[WHAT YOU HAVE TO DO] Lines holding the string "bridge" are the ones to copy from this listing.

[THE INPUT]
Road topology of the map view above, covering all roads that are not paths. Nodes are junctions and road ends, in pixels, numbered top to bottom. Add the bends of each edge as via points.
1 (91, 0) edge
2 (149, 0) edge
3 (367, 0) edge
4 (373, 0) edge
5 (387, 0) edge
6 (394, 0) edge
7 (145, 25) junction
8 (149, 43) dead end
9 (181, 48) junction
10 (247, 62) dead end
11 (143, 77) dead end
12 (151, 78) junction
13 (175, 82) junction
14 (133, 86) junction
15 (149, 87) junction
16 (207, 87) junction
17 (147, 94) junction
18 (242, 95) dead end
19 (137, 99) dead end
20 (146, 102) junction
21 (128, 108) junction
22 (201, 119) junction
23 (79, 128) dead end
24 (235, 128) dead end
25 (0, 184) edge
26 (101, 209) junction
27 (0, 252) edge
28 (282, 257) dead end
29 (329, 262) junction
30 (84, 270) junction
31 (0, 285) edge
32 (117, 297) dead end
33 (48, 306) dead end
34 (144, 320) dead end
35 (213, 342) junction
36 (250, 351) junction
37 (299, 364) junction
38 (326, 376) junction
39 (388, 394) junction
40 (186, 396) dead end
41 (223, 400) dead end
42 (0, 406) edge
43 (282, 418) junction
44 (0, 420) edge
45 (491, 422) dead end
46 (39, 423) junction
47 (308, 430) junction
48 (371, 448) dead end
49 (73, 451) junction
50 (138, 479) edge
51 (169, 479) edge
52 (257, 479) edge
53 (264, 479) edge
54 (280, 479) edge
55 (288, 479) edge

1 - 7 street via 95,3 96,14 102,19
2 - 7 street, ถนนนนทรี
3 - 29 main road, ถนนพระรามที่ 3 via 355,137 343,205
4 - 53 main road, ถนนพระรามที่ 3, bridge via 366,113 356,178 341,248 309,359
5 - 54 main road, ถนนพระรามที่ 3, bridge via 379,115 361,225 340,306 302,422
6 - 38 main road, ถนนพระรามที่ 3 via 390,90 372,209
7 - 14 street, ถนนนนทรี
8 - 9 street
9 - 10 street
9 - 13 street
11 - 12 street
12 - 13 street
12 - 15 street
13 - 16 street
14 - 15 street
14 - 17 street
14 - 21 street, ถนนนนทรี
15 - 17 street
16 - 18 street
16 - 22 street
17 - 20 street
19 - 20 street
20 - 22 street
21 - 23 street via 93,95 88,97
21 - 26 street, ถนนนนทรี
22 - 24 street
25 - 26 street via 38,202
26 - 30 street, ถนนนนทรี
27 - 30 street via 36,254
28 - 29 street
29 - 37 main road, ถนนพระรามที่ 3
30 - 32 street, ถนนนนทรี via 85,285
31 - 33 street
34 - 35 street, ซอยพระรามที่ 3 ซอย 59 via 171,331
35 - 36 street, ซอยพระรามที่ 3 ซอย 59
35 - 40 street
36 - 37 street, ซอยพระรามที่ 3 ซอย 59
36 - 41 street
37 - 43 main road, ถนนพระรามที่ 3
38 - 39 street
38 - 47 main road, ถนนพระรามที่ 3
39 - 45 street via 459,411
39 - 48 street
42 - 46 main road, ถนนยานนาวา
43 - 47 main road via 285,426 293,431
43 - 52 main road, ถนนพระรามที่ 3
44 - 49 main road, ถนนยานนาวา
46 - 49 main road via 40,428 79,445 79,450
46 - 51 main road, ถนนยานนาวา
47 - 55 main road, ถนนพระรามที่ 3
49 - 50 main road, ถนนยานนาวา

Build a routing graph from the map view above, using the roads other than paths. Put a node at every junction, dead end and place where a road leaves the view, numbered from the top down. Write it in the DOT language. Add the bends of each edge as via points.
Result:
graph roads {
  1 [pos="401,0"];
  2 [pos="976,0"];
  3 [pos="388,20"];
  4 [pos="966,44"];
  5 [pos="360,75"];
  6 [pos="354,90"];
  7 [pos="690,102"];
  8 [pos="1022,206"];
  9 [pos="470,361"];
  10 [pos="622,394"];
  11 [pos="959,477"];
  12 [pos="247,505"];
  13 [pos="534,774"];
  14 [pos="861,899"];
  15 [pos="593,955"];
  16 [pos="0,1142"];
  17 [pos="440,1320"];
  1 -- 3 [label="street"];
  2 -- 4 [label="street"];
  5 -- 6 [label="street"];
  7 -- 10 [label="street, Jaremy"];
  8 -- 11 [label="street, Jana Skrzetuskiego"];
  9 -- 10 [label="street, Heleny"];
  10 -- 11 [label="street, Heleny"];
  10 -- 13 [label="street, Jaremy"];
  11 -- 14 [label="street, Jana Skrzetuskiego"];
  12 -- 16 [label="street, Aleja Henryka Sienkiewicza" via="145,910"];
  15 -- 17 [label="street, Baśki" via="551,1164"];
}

* * *

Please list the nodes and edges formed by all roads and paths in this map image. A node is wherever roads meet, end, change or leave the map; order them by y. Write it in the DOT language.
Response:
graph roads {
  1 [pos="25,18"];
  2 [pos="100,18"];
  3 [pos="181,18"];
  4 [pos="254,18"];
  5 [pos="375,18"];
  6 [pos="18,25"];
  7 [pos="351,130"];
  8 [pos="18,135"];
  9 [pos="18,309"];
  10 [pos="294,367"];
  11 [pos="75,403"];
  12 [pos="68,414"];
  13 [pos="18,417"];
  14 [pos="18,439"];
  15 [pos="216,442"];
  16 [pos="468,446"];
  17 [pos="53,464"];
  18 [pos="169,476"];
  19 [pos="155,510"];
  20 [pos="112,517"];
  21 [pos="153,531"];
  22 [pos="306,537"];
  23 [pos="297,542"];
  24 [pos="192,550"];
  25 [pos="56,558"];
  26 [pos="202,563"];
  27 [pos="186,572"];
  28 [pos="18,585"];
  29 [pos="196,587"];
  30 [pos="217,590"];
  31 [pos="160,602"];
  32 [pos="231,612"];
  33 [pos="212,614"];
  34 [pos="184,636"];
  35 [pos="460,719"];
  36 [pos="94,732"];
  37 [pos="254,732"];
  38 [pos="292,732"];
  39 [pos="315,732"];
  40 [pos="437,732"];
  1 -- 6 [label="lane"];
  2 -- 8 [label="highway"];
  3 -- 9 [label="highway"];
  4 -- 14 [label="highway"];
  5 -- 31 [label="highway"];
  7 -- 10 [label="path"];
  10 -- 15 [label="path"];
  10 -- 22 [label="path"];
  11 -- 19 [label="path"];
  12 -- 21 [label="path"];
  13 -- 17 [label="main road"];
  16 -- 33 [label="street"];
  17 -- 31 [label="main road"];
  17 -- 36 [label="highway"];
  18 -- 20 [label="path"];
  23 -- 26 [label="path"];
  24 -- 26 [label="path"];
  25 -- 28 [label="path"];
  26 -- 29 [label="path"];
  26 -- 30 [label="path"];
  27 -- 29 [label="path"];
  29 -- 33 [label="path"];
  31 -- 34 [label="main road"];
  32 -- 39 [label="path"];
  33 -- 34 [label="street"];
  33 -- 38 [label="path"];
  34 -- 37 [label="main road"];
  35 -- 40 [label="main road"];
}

--

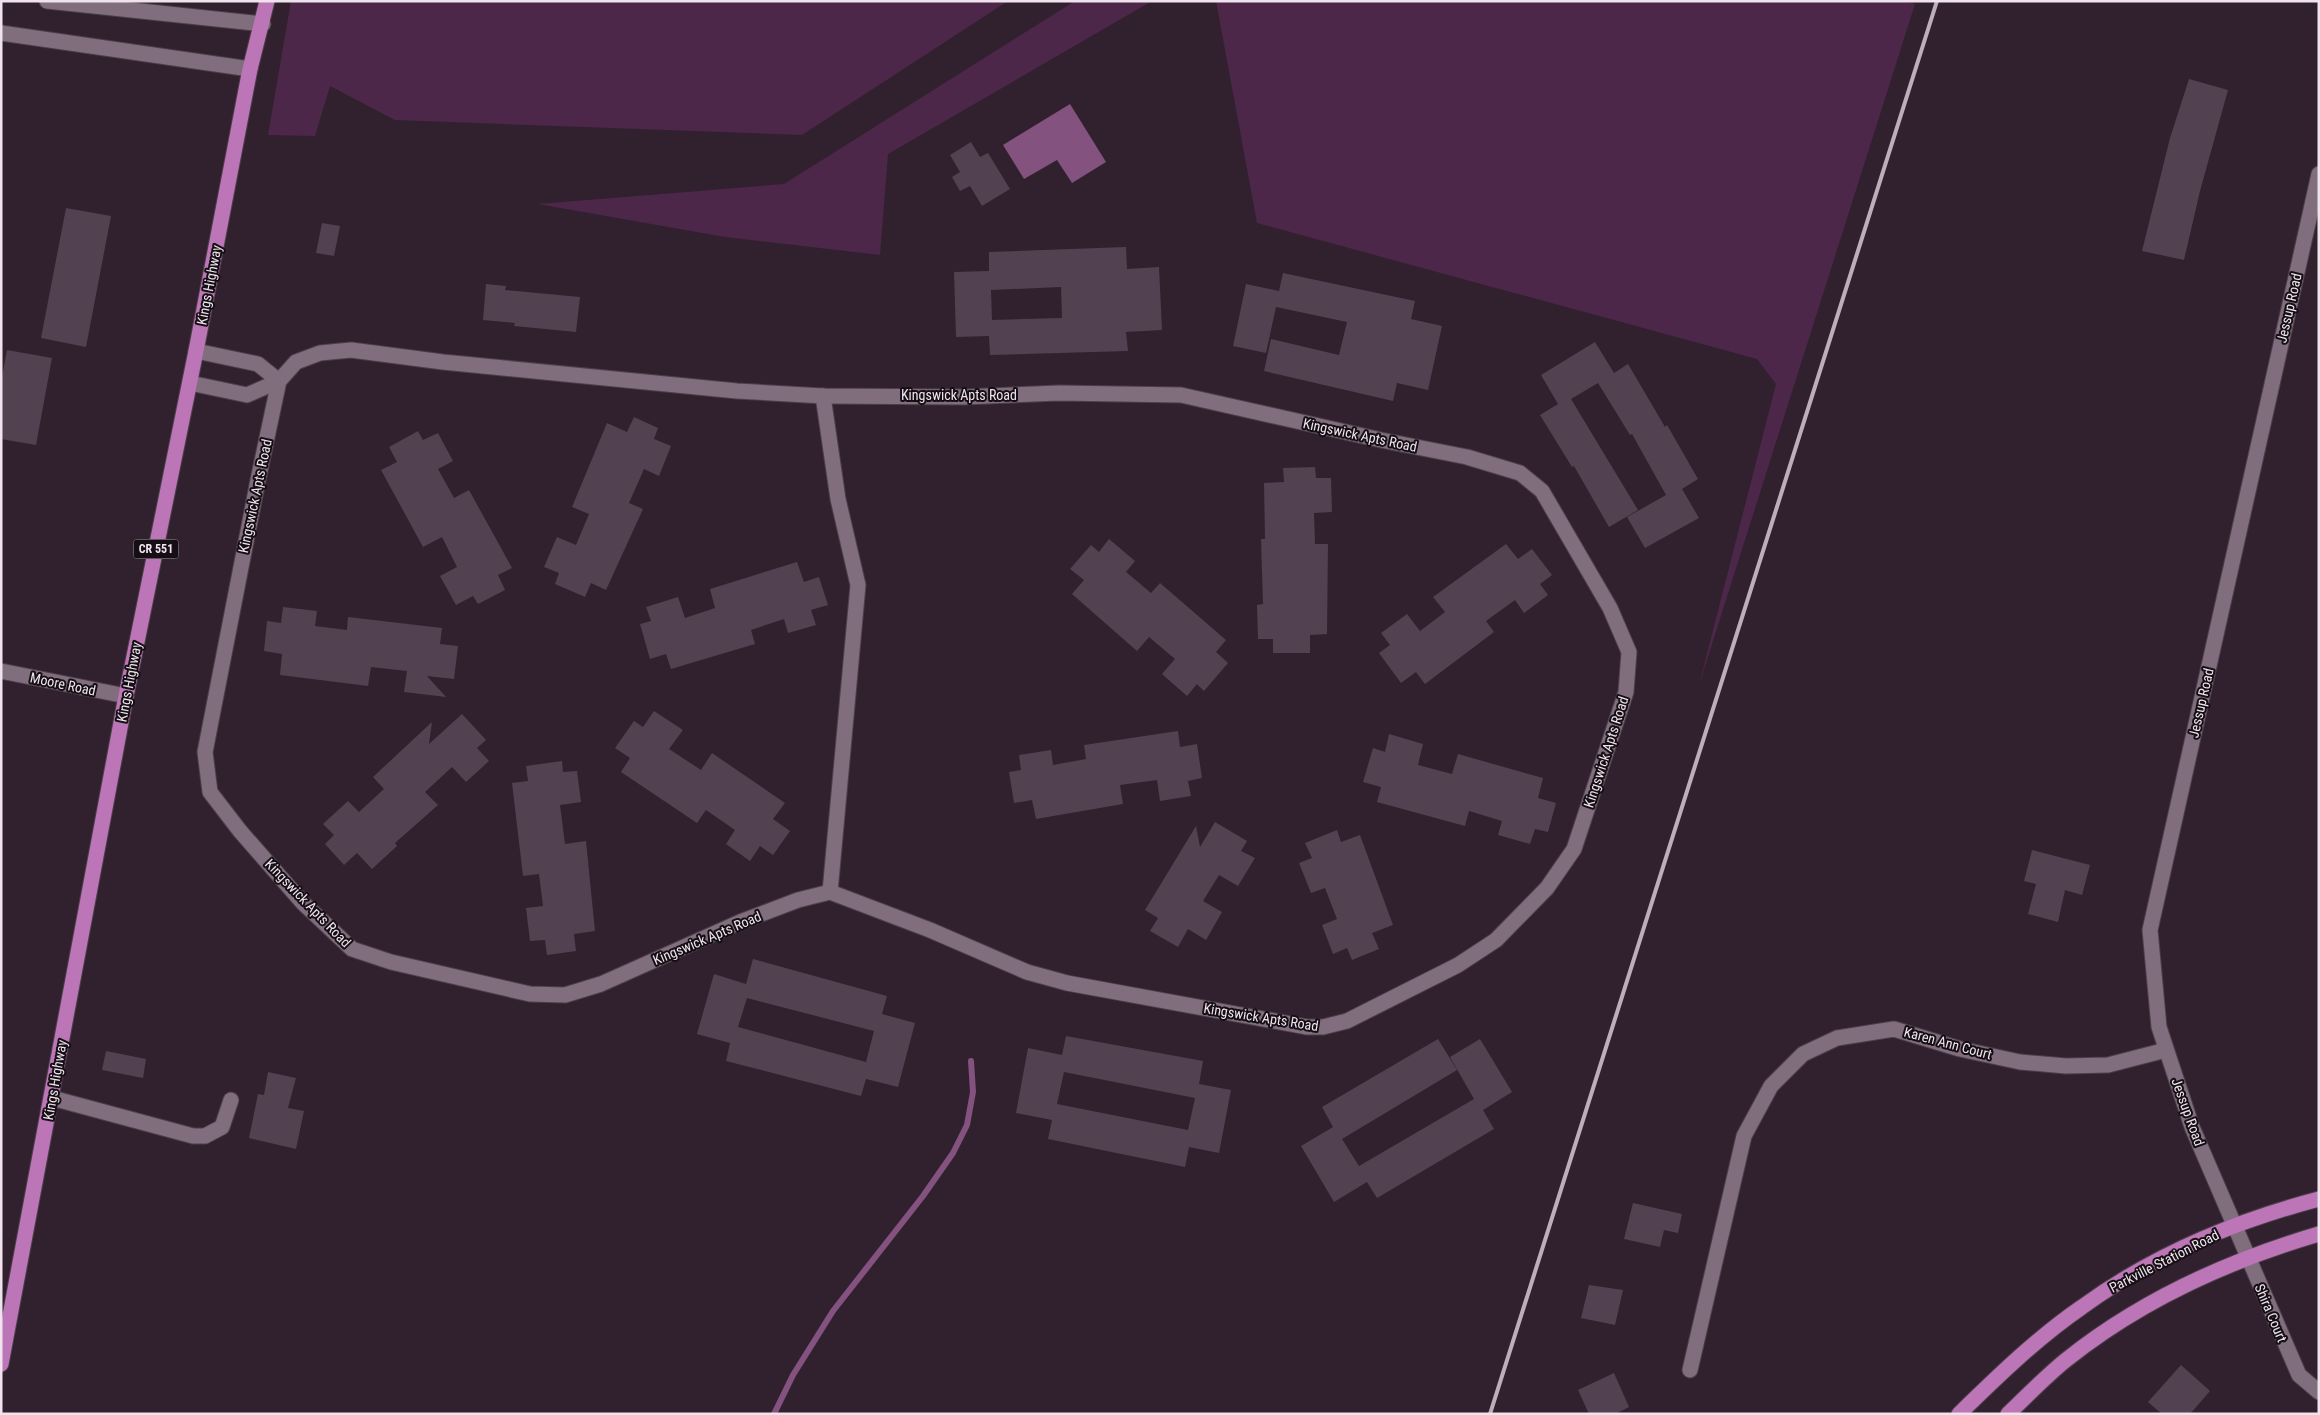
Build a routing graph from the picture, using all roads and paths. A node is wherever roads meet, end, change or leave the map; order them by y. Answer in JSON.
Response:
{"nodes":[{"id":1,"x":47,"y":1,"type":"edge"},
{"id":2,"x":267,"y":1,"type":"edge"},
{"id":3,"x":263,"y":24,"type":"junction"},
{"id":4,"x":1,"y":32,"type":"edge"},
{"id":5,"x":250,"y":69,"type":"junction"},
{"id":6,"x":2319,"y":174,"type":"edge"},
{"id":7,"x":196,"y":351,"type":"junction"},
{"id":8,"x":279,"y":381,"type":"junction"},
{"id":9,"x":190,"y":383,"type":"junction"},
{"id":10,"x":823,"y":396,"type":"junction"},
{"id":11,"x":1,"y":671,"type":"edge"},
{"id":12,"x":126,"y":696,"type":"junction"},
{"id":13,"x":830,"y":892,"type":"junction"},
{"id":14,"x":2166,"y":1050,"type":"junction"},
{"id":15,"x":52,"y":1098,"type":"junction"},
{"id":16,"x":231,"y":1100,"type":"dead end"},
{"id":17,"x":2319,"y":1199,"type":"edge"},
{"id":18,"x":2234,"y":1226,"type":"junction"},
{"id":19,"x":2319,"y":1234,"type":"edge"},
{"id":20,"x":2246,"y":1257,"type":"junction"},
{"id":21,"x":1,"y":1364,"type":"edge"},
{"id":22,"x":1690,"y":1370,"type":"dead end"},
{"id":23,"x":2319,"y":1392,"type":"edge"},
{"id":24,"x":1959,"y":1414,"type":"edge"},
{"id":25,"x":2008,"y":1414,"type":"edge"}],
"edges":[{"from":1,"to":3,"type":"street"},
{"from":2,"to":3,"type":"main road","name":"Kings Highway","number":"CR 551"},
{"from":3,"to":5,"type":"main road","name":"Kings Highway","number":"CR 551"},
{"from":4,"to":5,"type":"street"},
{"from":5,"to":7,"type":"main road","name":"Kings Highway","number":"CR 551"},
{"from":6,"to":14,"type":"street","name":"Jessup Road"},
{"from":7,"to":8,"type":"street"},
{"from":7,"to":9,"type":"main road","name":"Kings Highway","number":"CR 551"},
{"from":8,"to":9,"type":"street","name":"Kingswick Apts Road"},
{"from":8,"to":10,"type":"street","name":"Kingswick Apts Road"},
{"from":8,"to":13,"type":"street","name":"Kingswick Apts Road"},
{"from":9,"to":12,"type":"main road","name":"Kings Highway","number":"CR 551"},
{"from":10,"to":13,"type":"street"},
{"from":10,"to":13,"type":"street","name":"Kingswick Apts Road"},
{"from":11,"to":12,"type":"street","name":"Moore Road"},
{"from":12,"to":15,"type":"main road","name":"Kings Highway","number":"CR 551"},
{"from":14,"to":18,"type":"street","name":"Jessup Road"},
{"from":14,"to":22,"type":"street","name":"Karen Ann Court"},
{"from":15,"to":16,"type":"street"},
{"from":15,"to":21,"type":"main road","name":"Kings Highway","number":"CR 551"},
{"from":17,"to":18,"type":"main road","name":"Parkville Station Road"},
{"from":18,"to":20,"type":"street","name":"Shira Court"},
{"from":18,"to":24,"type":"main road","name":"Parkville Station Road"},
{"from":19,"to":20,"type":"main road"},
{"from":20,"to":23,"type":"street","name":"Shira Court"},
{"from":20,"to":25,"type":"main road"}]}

[RESULT BELOW]
4 - 53 main road, ถนนพระรามที่ 3, bridge via 366,113 356,178 341,248 309,359
5 - 54 main road, ถนนพระรามที่ 3, bridge via 379,115 361,225 340,306 302,422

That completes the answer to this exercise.